*Your objective:* If a line in the entries below contains "roads", copy it.

*Data records:*
- - - - - - -

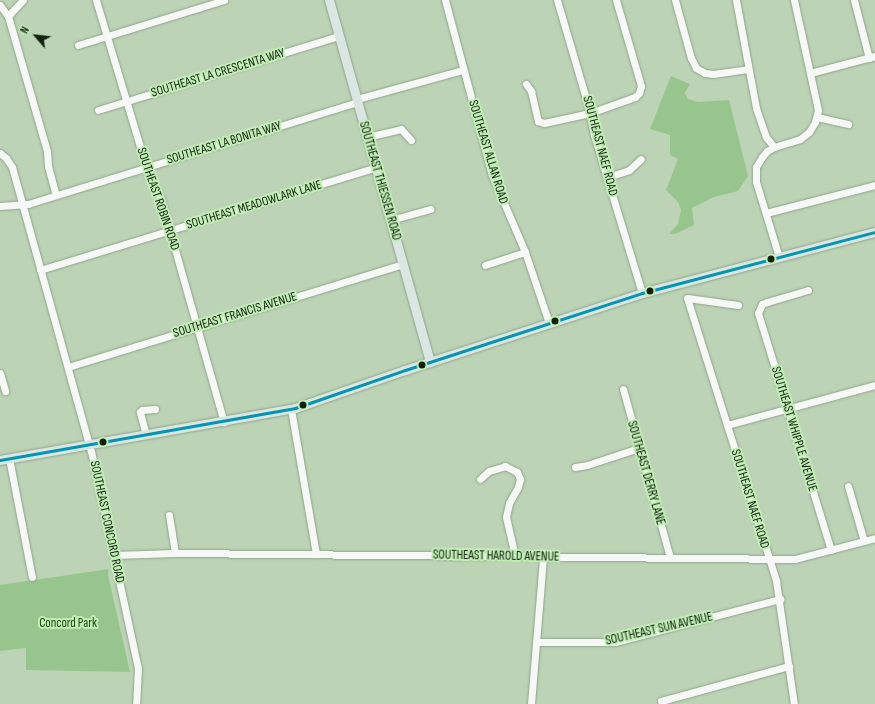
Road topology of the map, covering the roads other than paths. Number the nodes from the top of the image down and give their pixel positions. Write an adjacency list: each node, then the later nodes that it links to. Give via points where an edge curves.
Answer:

- - - - - - -

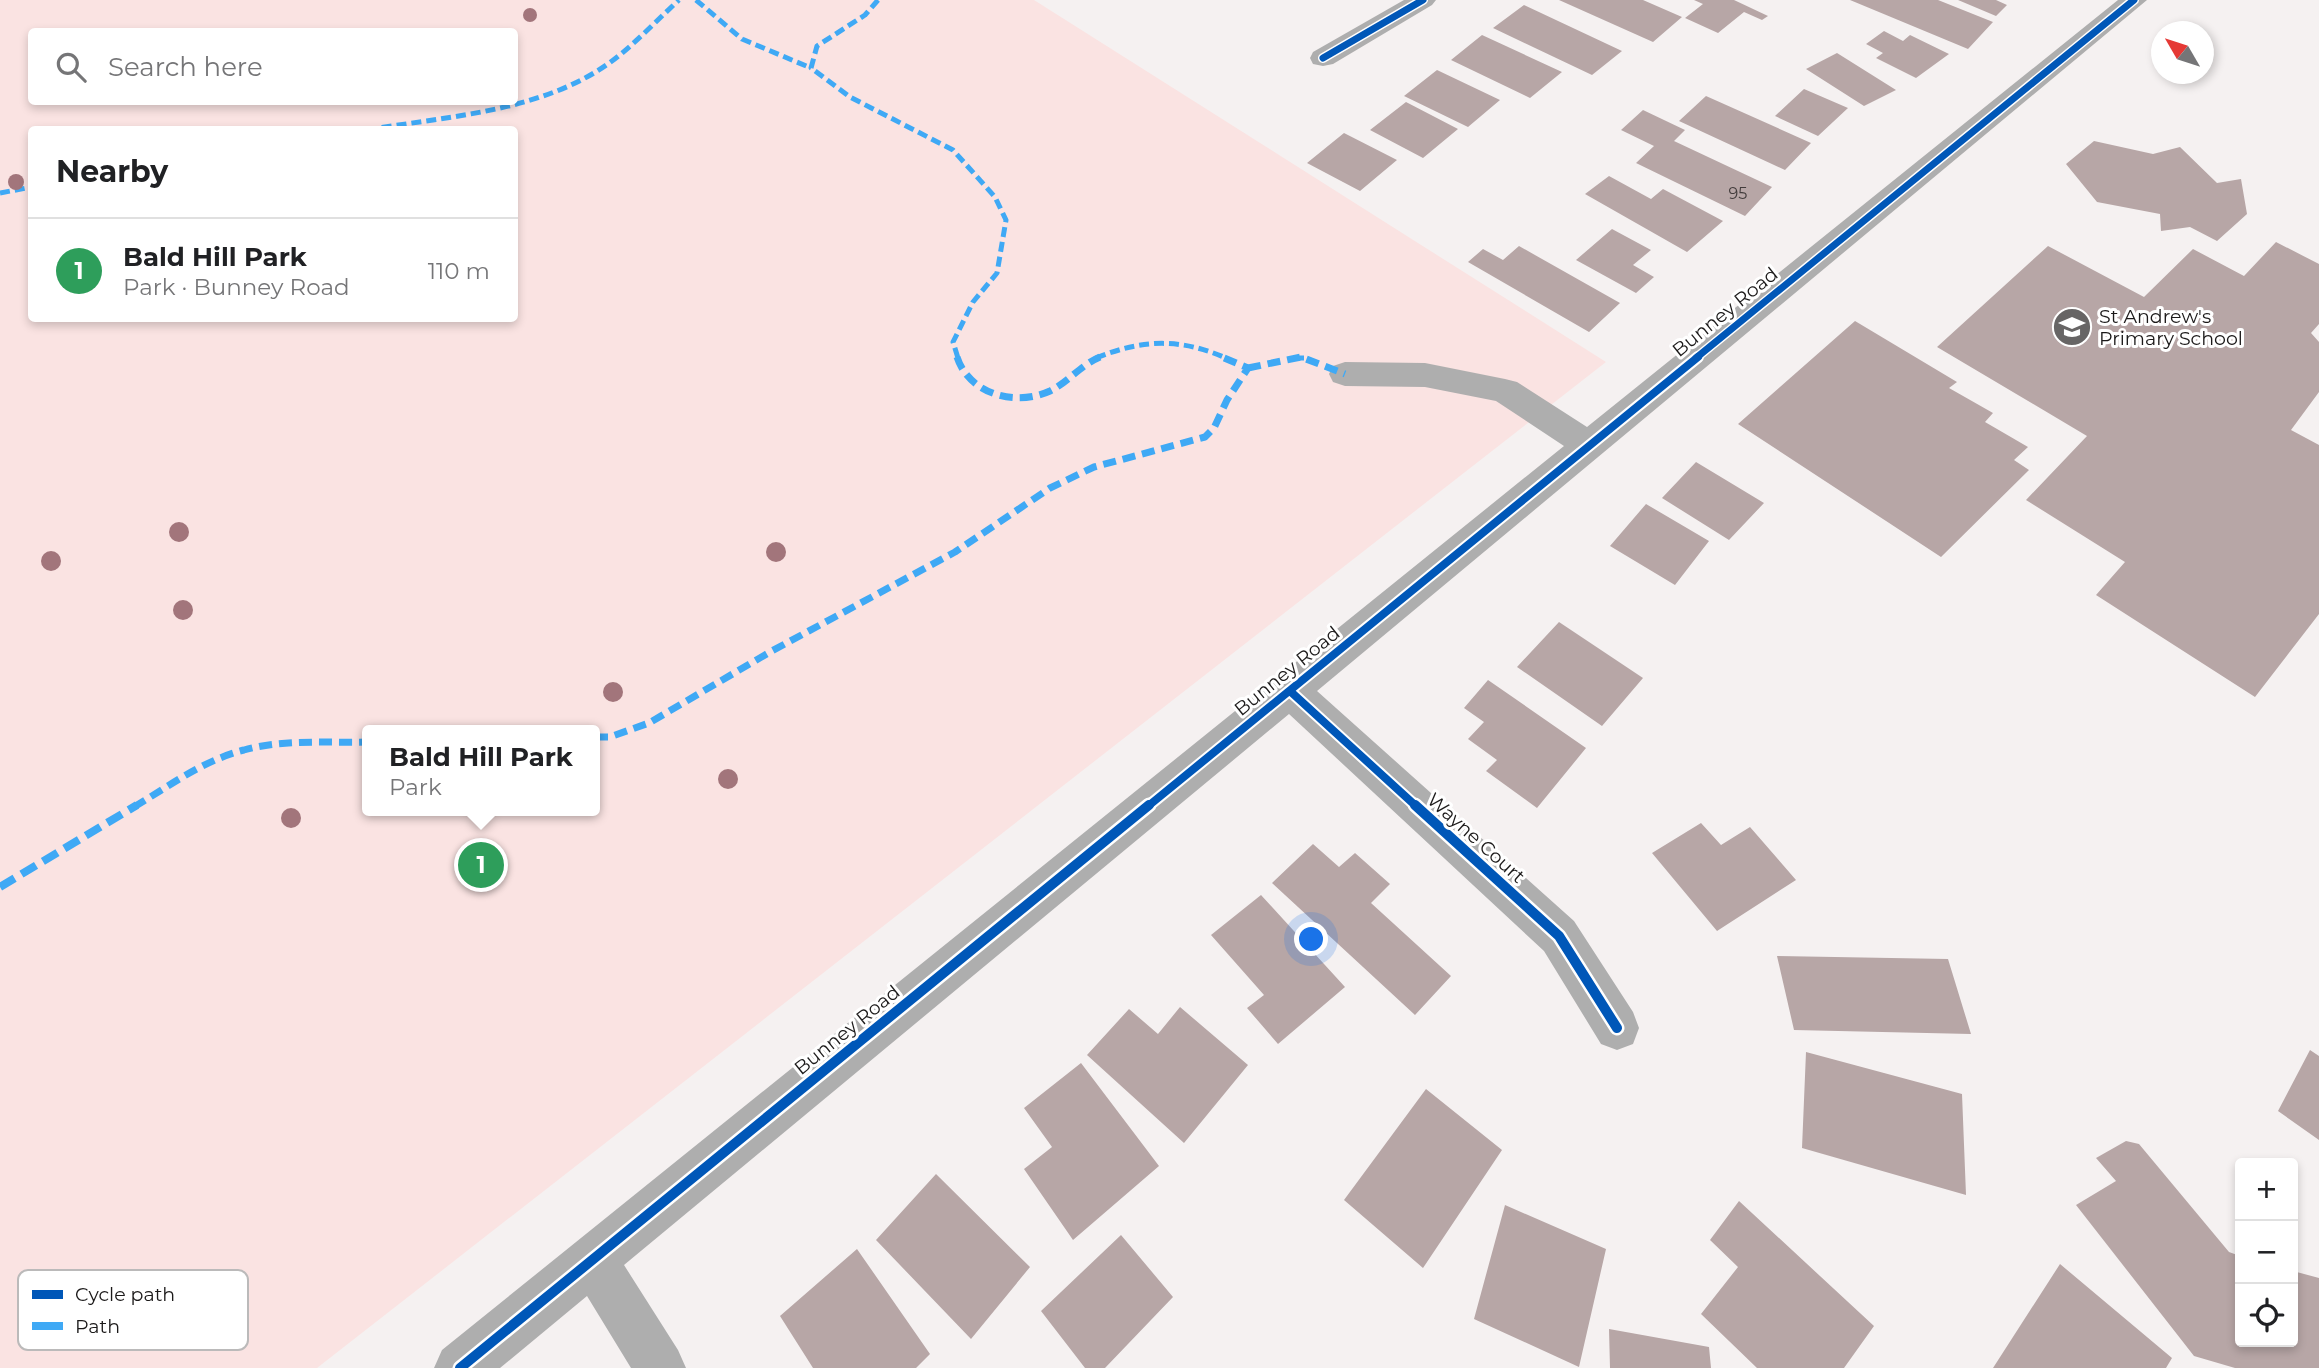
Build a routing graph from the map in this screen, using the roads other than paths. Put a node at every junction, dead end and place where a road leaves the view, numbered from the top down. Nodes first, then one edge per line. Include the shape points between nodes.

- - - - - - -

*Output of the task:*
Road topology of the map, covering the roads other than paths. Number the nodes from the top of the image down and give their pixel positions. Write an adjacency list: each node, then the later nodes that it links to. Give via points where an edge curves.
Build a routing graph from the map in this screen, using the roads other than paths. Put a node at every junction, dead end and place where a road leaves the view, numbered from the top down. Nodes first, then one edge per line. Include the shape points between nodes.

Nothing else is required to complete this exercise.